Jemari tangan Nyai Denik lincah menyusun kartu ceki di atas meja hingga membentuk setengah lingkaran. Bibirnya yang kering berkomat-kamit.
Dua perempuan ---ibu dan anak, duduk bersimpuh di hadapannya.
Sebelum membalikkan salah satu kartu, Nyai Denik menatap dua perempuan itu, secara bergantian. Mata tuanya sesekali menyipit dan berkejap-kejap.

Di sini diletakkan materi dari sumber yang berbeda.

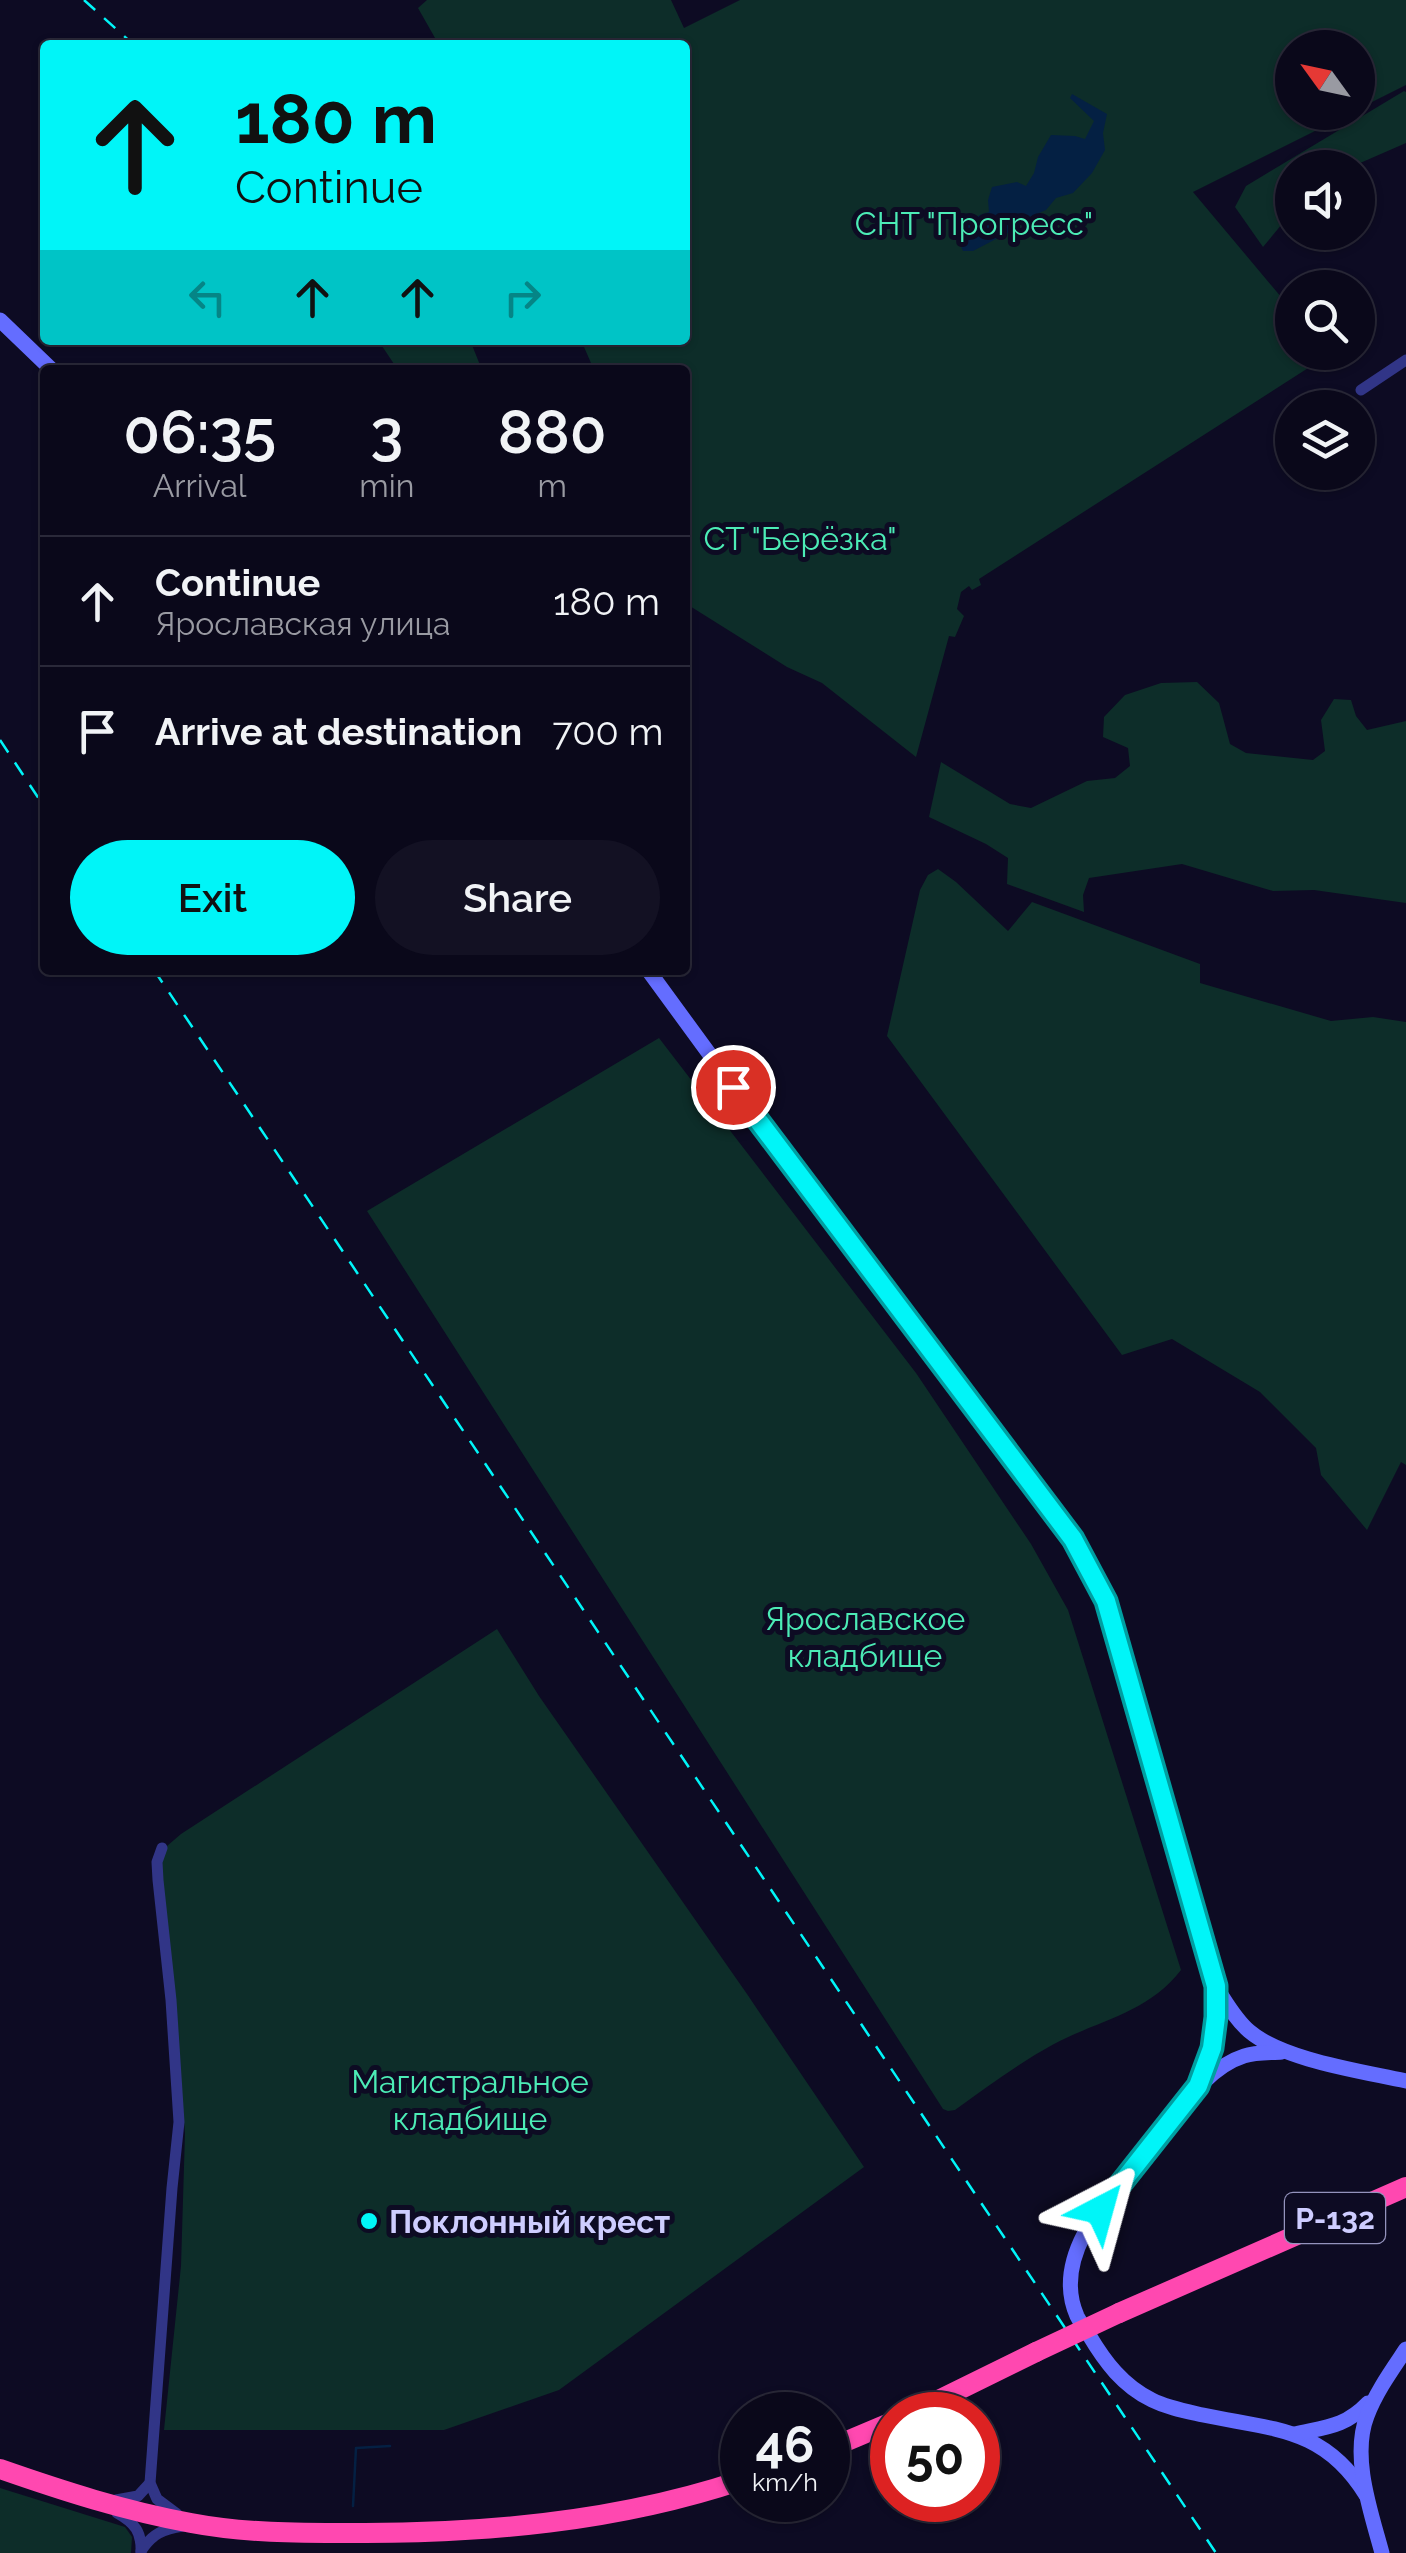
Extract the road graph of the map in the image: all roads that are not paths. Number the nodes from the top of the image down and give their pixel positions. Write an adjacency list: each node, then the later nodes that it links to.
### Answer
1 (0, 320): 3 (main road)
2 (1406, 360): 4 (street)
3 (47, 365)
4 (1360, 390)
5 (652, 975): 7 (main road)
6 (162, 1848): 17 (street)
7 (1216, 1986): 8 (main road); 10 (main road)
8 (1282, 2052): 9 (main road); 10 (main road)
9 (1406, 2081)
10 (1198, 2086): 15 (main road)
11 (1406, 2187): 13 (highway, Р-132, bridge)
12 (1406, 2348): 14 (main road)
13 (955, 2392)
14 (1378, 2393): 15 (main road); 19 (main road)
15 (1295, 2434): 19 (main road)
16 (0, 2469): 20 (highway)
17 (150, 2483): 20 (street); 21 (street)
18 (720, 2486): 21 (highway)
19 (1366, 2495): 23 (main road)
20 (91, 2500): 21 (highway); 22 (street)
21 (194, 2524): 22 (street)
22 (141, 2552)
23 (1382, 2553)

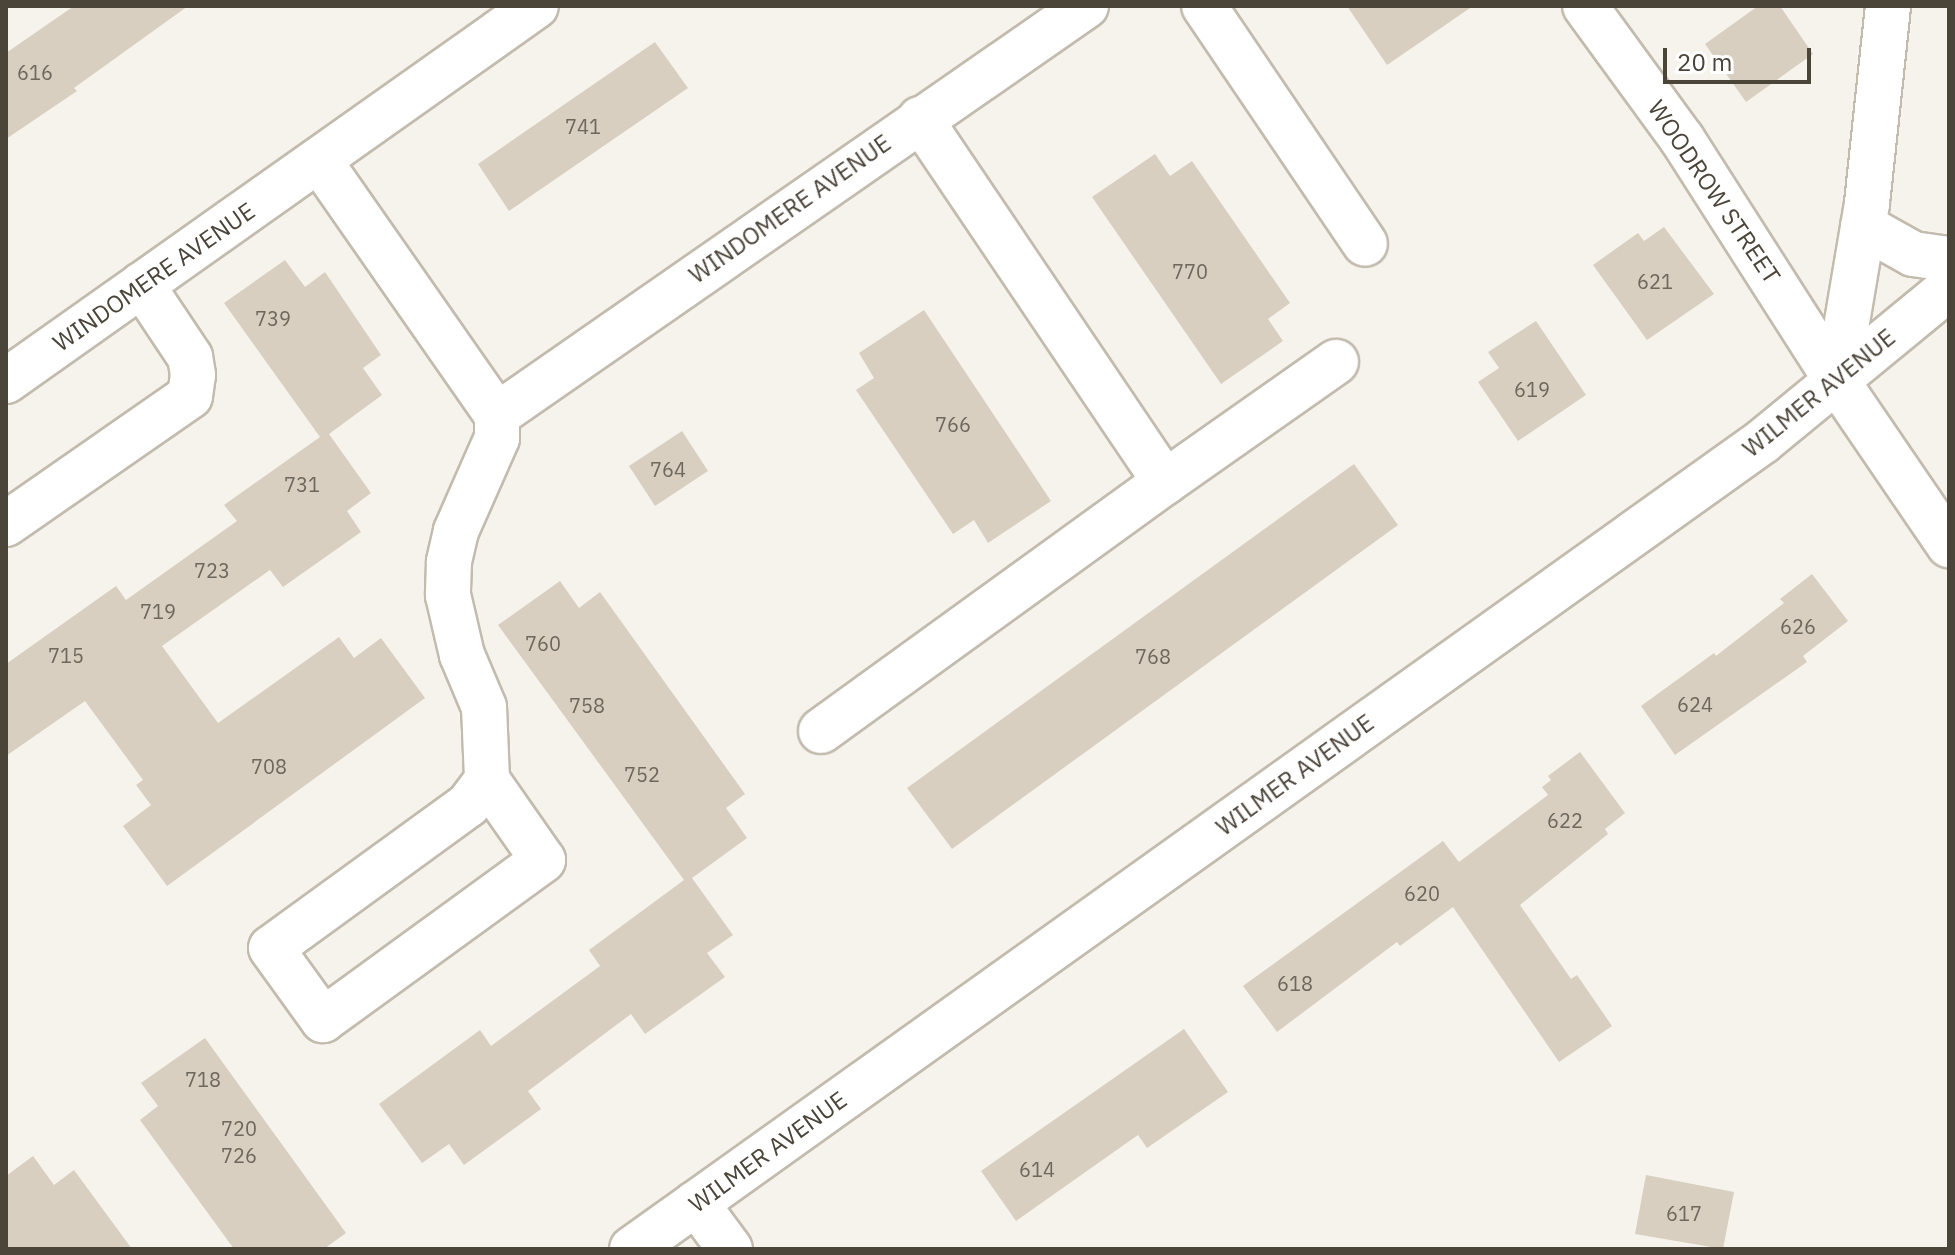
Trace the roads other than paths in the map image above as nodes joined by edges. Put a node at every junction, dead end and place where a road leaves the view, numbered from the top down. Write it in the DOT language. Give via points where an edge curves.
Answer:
graph roads {
  1 [pos="536,6"];
  2 [pos="1086,6"];
  3 [pos="1204,6"];
  4 [pos="1585,6"];
  5 [pos="1888,6"];
  6 [pos="920,119"];
  7 [pos="319,160"];
  8 [pos="1863,226"];
  9 [pos="1365,244"];
  10 [pos="1949,259"];
  11 [pos="142,285"];
  12 [pos="1949,288"];
  13 [pos="1336,362"];
  14 [pos="6,381"];
  15 [pos="1837,381"];
  16 [pos="497,415"];
  17 [pos="1165,482"];
  18 [pos="6,524"];
  19 [pos="1949,545"];
  20 [pos="821,731"];
  21 [pos="487,780"];
  22 [pos="696,1203"];
  23 [pos="632,1249"];
  24 [pos="730,1249"];
  1 -- 7 [label="street, WINDOMERE AVENUE"];
  2 -- 6 [label="street, WINDOMERE AVENUE"];
  3 -- 9 [label="street"];
  4 -- 15 [label="street, WOODROW STREET" via="1682,139"];
  5 -- 8 [label="street"];
  6 -- 16 [label="street, WINDOMERE AVENUE"];
  6 -- 17 [label="street"];
  7 -- 11 [label="street, WINDOMERE AVENUE"];
  7 -- 16 [label="street"];
  8 -- 10 [label="street" via="1913,254"];
  8 -- 15 [label="street"];
  11 -- 14 [label="street, WINDOMERE AVENUE"];
  11 -- 18 [label="street" via="190,357 190,396"];
  12 -- 15 [label="street, WILMER AVENUE"];
  13 -- 17 [label="street"];
  15 -- 19 [label="street, WOODROW STREET"];
  15 -- 22 [label="street, WILMER AVENUE" via="1763,441"];
  16 -- 21 [label="street" via="497,438 456,531 448,584 453,625 484,707"];
  17 -- 20 [label="street"];
  21 -- 21 [label="street" via="468,805 271,948 323,1020 543,860"];
  22 -- 23 [label="street, WILMER AVENUE"];
  22 -- 24 [label="street"];
}
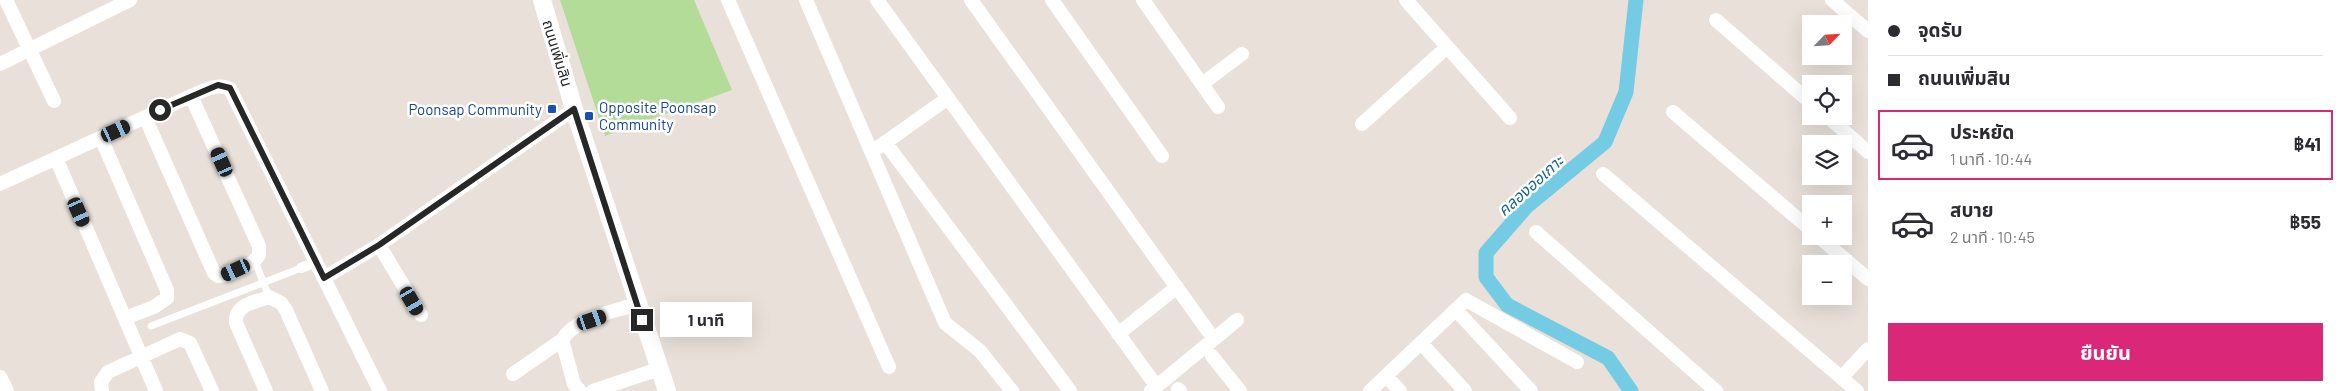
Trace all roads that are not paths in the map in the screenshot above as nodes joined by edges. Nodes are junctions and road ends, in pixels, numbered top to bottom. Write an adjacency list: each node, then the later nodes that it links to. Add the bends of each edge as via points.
1 (6, 0): 15 (street)
2 (130, 0): 15 (street)
3 (542, 0): 24 (street, ถนนเพิ่มสิน)
4 (728, 0): 64 (street)
5 (806, 0): 32 (street)
6 (877, 0): 21 (street)
7 (971, 0): 48 (street)
8 (1052, 0): 34 (street)
9 (1143, 0): 18 (street)
10 (1406, 0): 14 (street)
11 (1832, 0): 13 (street)
12 (1716, 20): 19 (street)
13 (1868, 31)
14 (1447, 47): 27 (street); 28 (street)
15 (29, 50): 17 (street); 22 (street)
16 (1242, 54): 18 (street)
17 (0, 64)
18 (1202, 84): 23 (street)
19 (1802, 95)
20 (192, 96): 26 (street); 42 (street, via 259,246); 43 (street, via 218,85 230,88)
21 (948, 98): 31 (street); 57 (street)
22 (54, 101)
23 (1218, 107)
24 (574, 109): 40 (street); 50 (street, ถนนเพิ่มสิน)
25 (1673, 112): 38 (street)
26 (145, 117): 30 (street); 42 (street, via 214,273 224,276)
27 (1510, 118)
28 (1362, 124)
29 (1837, 125): 33 (street)
30 (101, 138): 35 (street); 53 (street, via 167,290 167,298 160,303)
31 (885, 142): 32 (street); 82 (street)
32 (871, 152): 81 (street, via 945,323 980,351)
33 (1868, 152)
34 (1162, 156)
35 (56, 158): 37 (street); 53 (street)
36 (1603, 174): 69 (street)
37 (0, 184)
38 (1802, 222)
39 (1536, 232): 88 (street)
40 (379, 245): 45 (street); 52 (street)
41 (1828, 245): 46 (street)
42 (255, 260): 47 (lane)
43 (316, 262): 44 (street); 45 (street)
44 (301, 268): 47 (lane)
45 (324, 278): 77 (street)
46 (1868, 279)
47 (264, 282): 49 (lane); 55 (lane)
48 (1176, 287): 56 (street); 57 (street)
49 (269, 297): 75 (street, via 244,306 235,317); 76 (street, via 281,303 286,310)
50 (637, 304): 58 (street, via 577,325 568,330); 65 (street, ถนนเพิ่มสิน)
51 (1456, 310): 59 (street); 63 (street, via 1466,300); 87 (street)
52 (420, 315)
53 (125, 318): 61 (street)
54 (1237, 320): 70 (street)
55 (152, 326)
56 (1208, 331)
57 (1118, 334): 70 (street)
58 (562, 340): 66 (street); 78 (street, via 574,384)
59 (1422, 343): 67 (street); 86 (street)
60 (1868, 349): 69 (street)
61 (141, 356): 72 (street, via 108,372 101,382); 73 (street); 74 (street, via 180,339 186,340)
62 (1212, 356): 83 (street)
63 (1577, 362)
64 (889, 367)
65 (659, 369): 79 (street); 80 (street, ถนนเพิ่มสิน)
66 (513, 374)
67 (1386, 376): 84 (street); 85 (street)
68 (0, 377): 71 (street)
69 (1842, 377): 89 (street)
70 (1152, 386)
71 (7, 391)
72 (102, 391)
73 (156, 391)
74 (212, 391)
75 (266, 391)
76 (322, 391)
77 (380, 391)
78 (580, 391)
79 (593, 391)
80 (667, 391)
81 (1012, 391)
82 (1070, 391)
83 (1240, 391)
84 (1370, 391)
85 (1400, 391)
86 (1465, 391)
87 (1531, 391)
88 (1716, 391)
89 (1858, 391)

"Teluh gantung jodoh!" Seru Nyai Denik tiba-tiba, membuat dua perempuan berbeda usia itu njenggirat kaget.
"Coba ingat-ingat, Sun. Siapa kira-kira yang telah kaubuat sakit hati selama ini?" Nyai Denik menajamkan tatapannya.
Perempuan yang dipanggil Sun itu terdiam sejenak. Lalu menjawab hati-hati. "Ki Lurah Marwan, Nyai. Beberapa bulan lalu setelah kematian suamiku, ia datang ke rumah. Meminta agar aku bersedia dijadikan istri kedua."
"Dan kau menolaknya?"
"Betul, Nyai."
"Kau harus datang meminta maaf kepada Ki Lurah Marwan, Sun. Jika tidak, dendamnya akan dialihkan kepada putrimu ini." Nyai Denik berkata setengah mendesis.
Sun tertegun. Lalu menoleh ke arah anak gadisnya yang duduk meringkuk di sampingnya.